The picture is of my great-grandparents, John Jefferson "John-John" Hays and Philena Josephine "Josie" Allen, taken in the early 1930's.

My earliest known Hays ancestors are my great-great grandfather Elias B. Hays and his widowed mother, Delitha. I've not been able to find out the father's name, although I believe John and William are likely possibilities. Neither can I find any family for Delitha.

Elias married Martha Frances Crutcher, 8 August 1847, Tippah County, Mississippi - a fact that survives only in her application for a Civil War widow's pension. They lived in Tippah County for the 1850 census, as did Elias's mother Delitha Hays. Unfortuntely the courthouse in Tippah County was a casualty of the Civil War.

The Hays family moved to Johnson County, Arkansas, before 1853, when a court record there reveals a guardian suit between Delitha and Elias Hays over Elizabeth Vincent, named as Delitha's granddaughter. In the 1860 Johnson County census, Elizabeth Vincent was in Elias Hays's household, along with the first five of the ten children born to Elias and Martha. One of Elias & Martha's daughters was named Delitha for her grandmother.

My great-grandfather, John Jefferson Hays, was born to Elias and Martha, 5 Aug 1856, in Johnson County, Arkansas, as their fourth child and eldest son. John married Philena Josephine "Josie" Allen, 1 Jun 1876, in Polk County, Arkansas where she was born 4 Nov 1856. The couple had six children, one of whom died as an infant. Their fourth child was my grandmother, Nora Lee Hays - I lived with her from age two to eight, and my great-grandfather was often a guest in the home, or we went to visit him.

The family called John Jefferson Hays, "John-John". He lived to be age 93, dying 26 Jun 1950; I was ten the year he died, so I do remember him well. He was a farmer; he and his brother grew cotton and ran a cotton gin. They also had a large strawberry patch - I have a picture [unfortunately in very poor condition] of many of the family members in the field on a strawberry pickin' day. He was a tall, slender man. He played the "fiddle" and I have his violin. He grew quite deaf in his old age and I recall that the fiddle playing suffered considerably as a consequence. I was a little frightened of him, because I could not speak loud enough for him to hear, and he would yell back at me. I have a better understanding of that problem now.

John-John outlived his wife Josie by some fifteen years - she died 30 May 1935. Most of that time he lived in the household of his youngest daughter and her husband, Minnie Hays and Ira Comstock, in Van Buren, Crawford County, Arkansas. They had a large two-story house and had no children, so that was the logical place for him to stay.

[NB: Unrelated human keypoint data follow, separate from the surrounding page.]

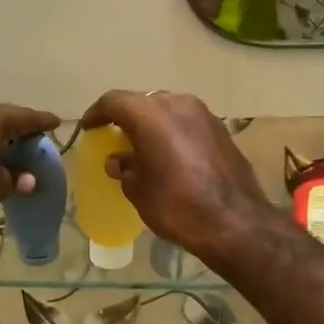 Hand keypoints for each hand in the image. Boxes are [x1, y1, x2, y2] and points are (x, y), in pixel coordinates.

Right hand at [80, 91, 270, 265]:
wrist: (235, 222)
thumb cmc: (176, 205)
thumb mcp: (138, 190)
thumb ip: (125, 169)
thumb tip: (119, 161)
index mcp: (149, 114)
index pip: (114, 101)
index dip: (97, 113)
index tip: (89, 128)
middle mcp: (177, 103)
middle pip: (143, 102)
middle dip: (126, 117)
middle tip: (115, 137)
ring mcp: (203, 114)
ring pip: (168, 110)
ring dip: (152, 124)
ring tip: (142, 147)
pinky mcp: (221, 129)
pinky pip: (187, 123)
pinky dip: (173, 132)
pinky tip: (169, 154) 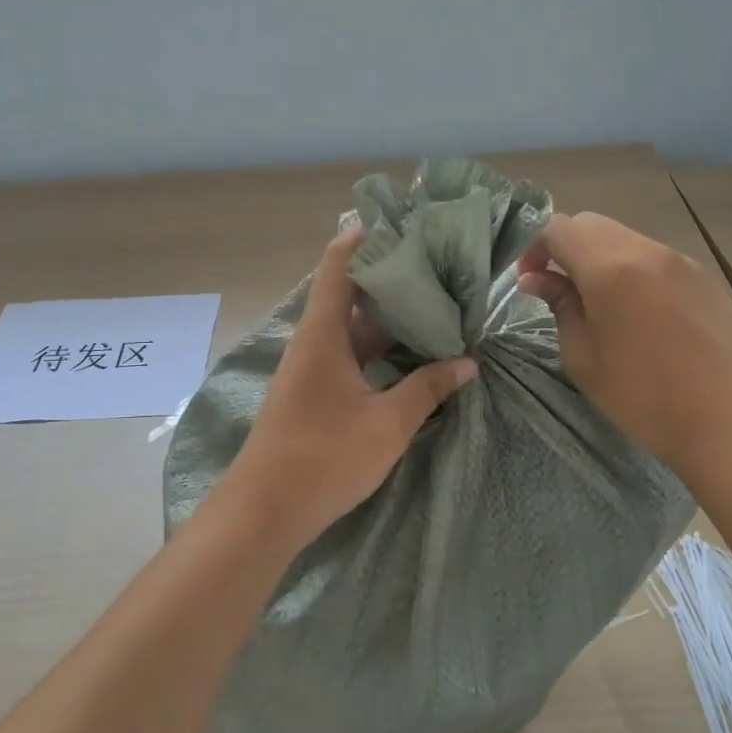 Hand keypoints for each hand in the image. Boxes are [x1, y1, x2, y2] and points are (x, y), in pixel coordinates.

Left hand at [227, 228, 477, 547]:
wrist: (264, 511)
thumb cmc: (324, 457)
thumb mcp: (387, 423)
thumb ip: (428, 389)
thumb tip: (467, 363)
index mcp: (323, 333)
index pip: (337, 264)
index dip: (364, 236)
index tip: (401, 221)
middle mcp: (314, 341)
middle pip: (349, 292)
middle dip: (389, 276)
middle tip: (436, 265)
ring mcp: (311, 368)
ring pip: (352, 327)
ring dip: (387, 316)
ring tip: (434, 303)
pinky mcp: (314, 392)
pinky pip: (349, 354)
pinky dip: (378, 347)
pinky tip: (410, 353)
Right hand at [517, 212, 731, 467]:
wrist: (723, 419)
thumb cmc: (641, 396)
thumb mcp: (582, 356)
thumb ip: (559, 305)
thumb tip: (536, 278)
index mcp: (609, 269)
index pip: (558, 228)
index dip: (535, 246)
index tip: (530, 278)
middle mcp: (645, 251)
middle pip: (591, 224)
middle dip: (565, 246)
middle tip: (557, 286)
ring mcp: (679, 260)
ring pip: (624, 238)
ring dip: (599, 258)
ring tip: (598, 301)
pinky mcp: (702, 276)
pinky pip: (653, 257)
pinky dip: (632, 269)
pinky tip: (638, 311) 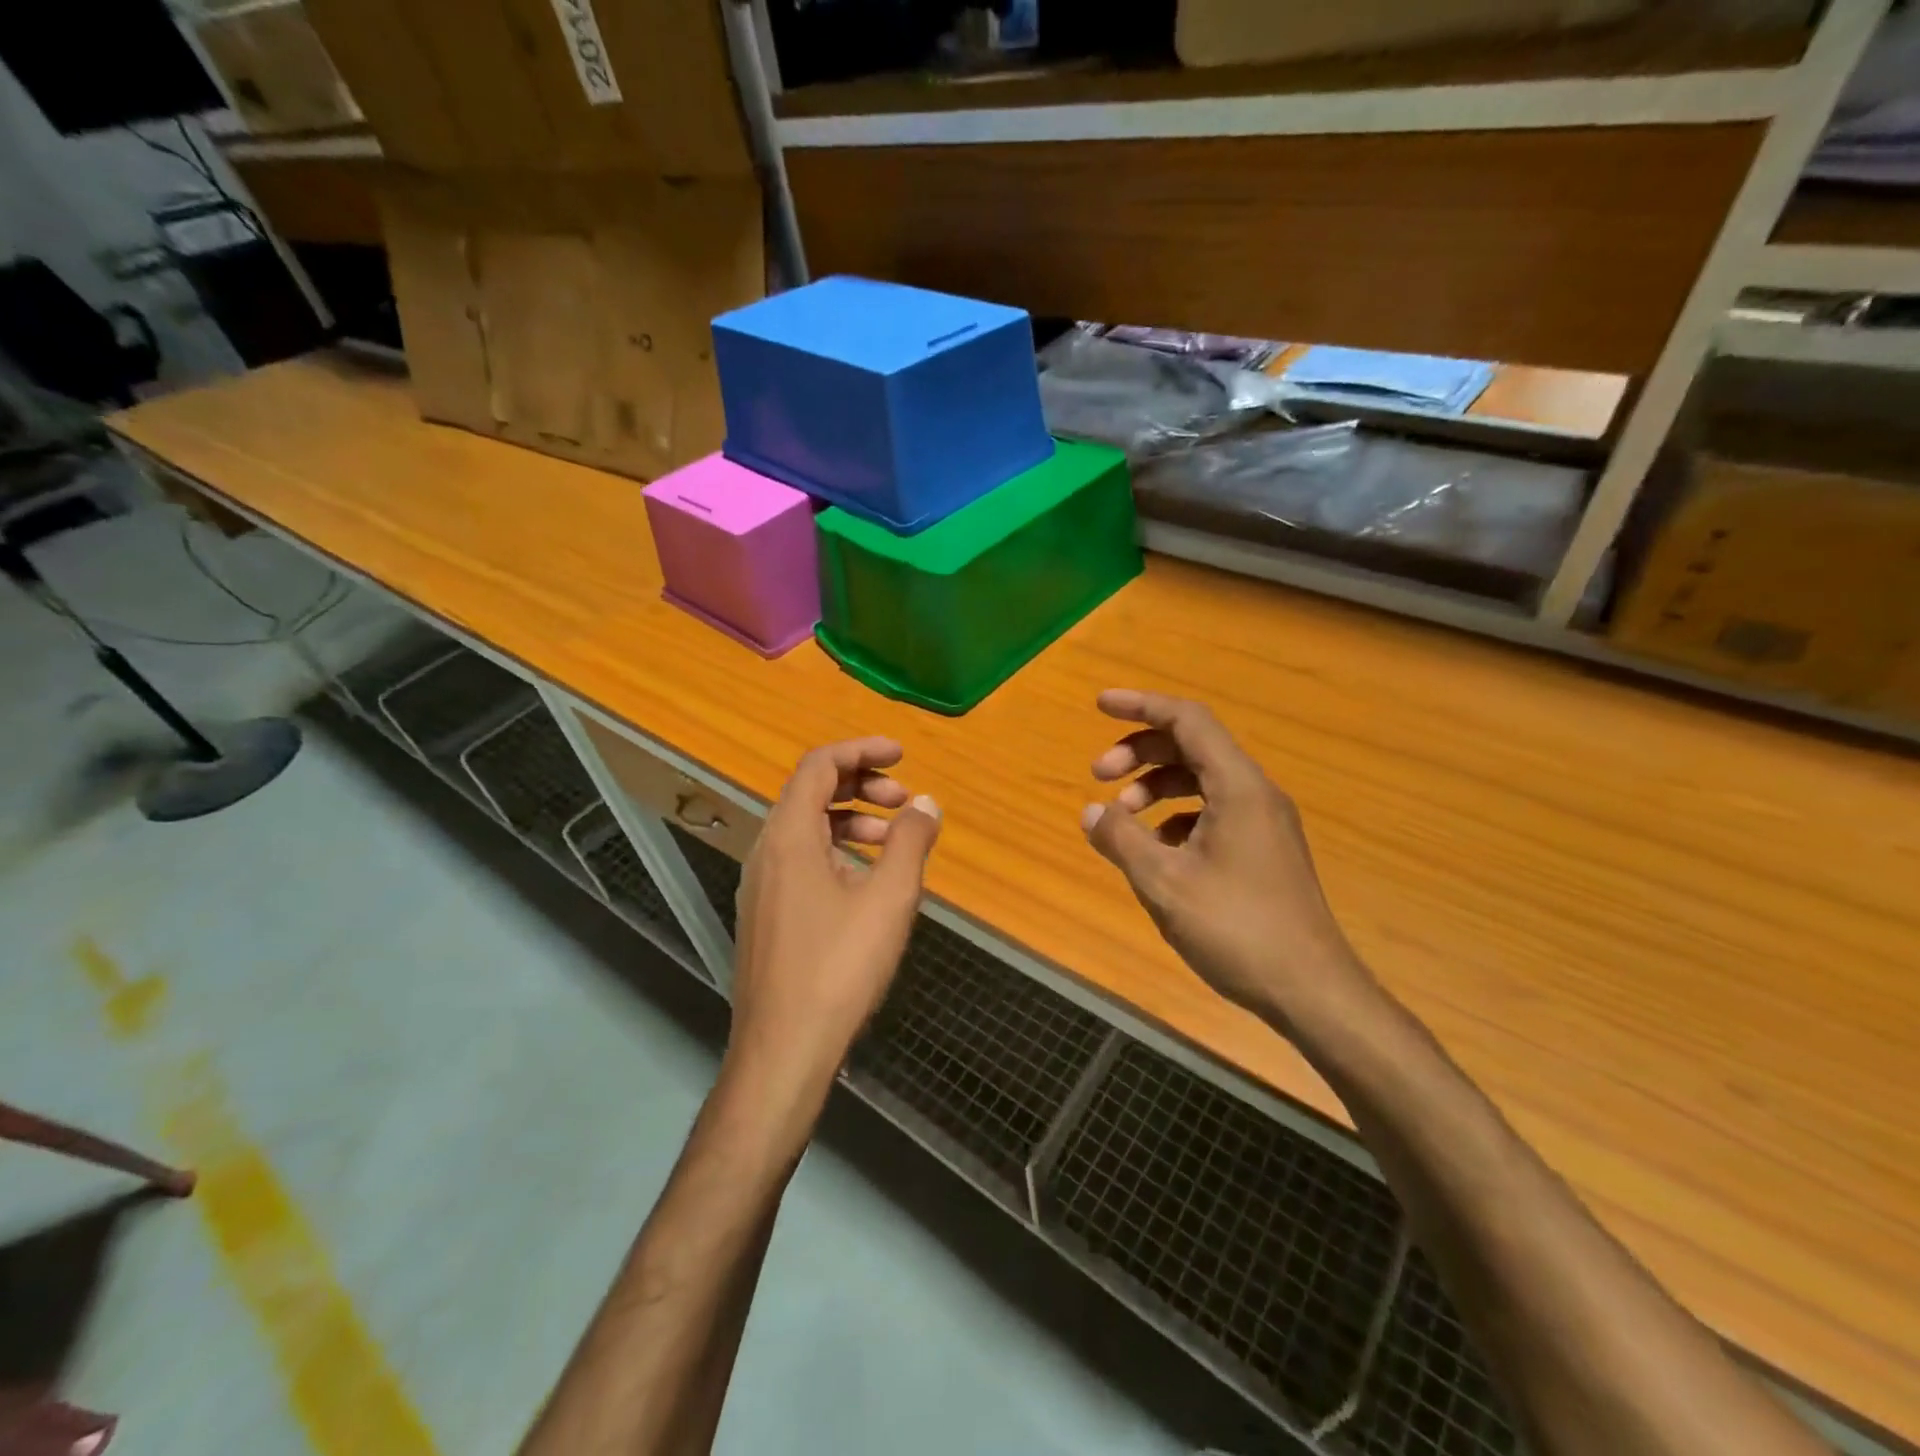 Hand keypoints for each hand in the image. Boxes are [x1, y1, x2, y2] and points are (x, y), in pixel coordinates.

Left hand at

He could be a bit of a curmudgeon, so my grandmother would often persuade him to come stay with us a week or so in Fayetteville to give Aunt Minnie a respite.

One of the stories John-John told about his youth involved the Civil War. His father served first in the Confederate Army - was captured at Vicksburg and released, signing the pledge to "never take up arms against the United States again". Elias then went back to northwest Arkansas and joined a Union company within a year - quite possibly for the paycheck as times were hard and he had a large family. This area of Arkansas was a hot bed of guerilla activity and the Hays family was burned out. It is somewhat unclear now who actually performed this unpleasant activity, but John-John remembered very well how the men piled their curtains and bedding in the middle of the floor and torched them. Martha and the children were forced to stand in the yard and watch their home burn. My mother always thought it was the Yankees that burned them out, but her brothers remember the story differently, that it was the disgruntled Rebels after Elias had joined the Union forces. The military records of Elias note a time when he was absent without leave - a time I believe coincides with the time his family was burned out. Likely he was needed to help them resettle somewhere and probably this was when the family moved to nearby Crawford County.

I will be posting more about my efforts to trace the Hays family.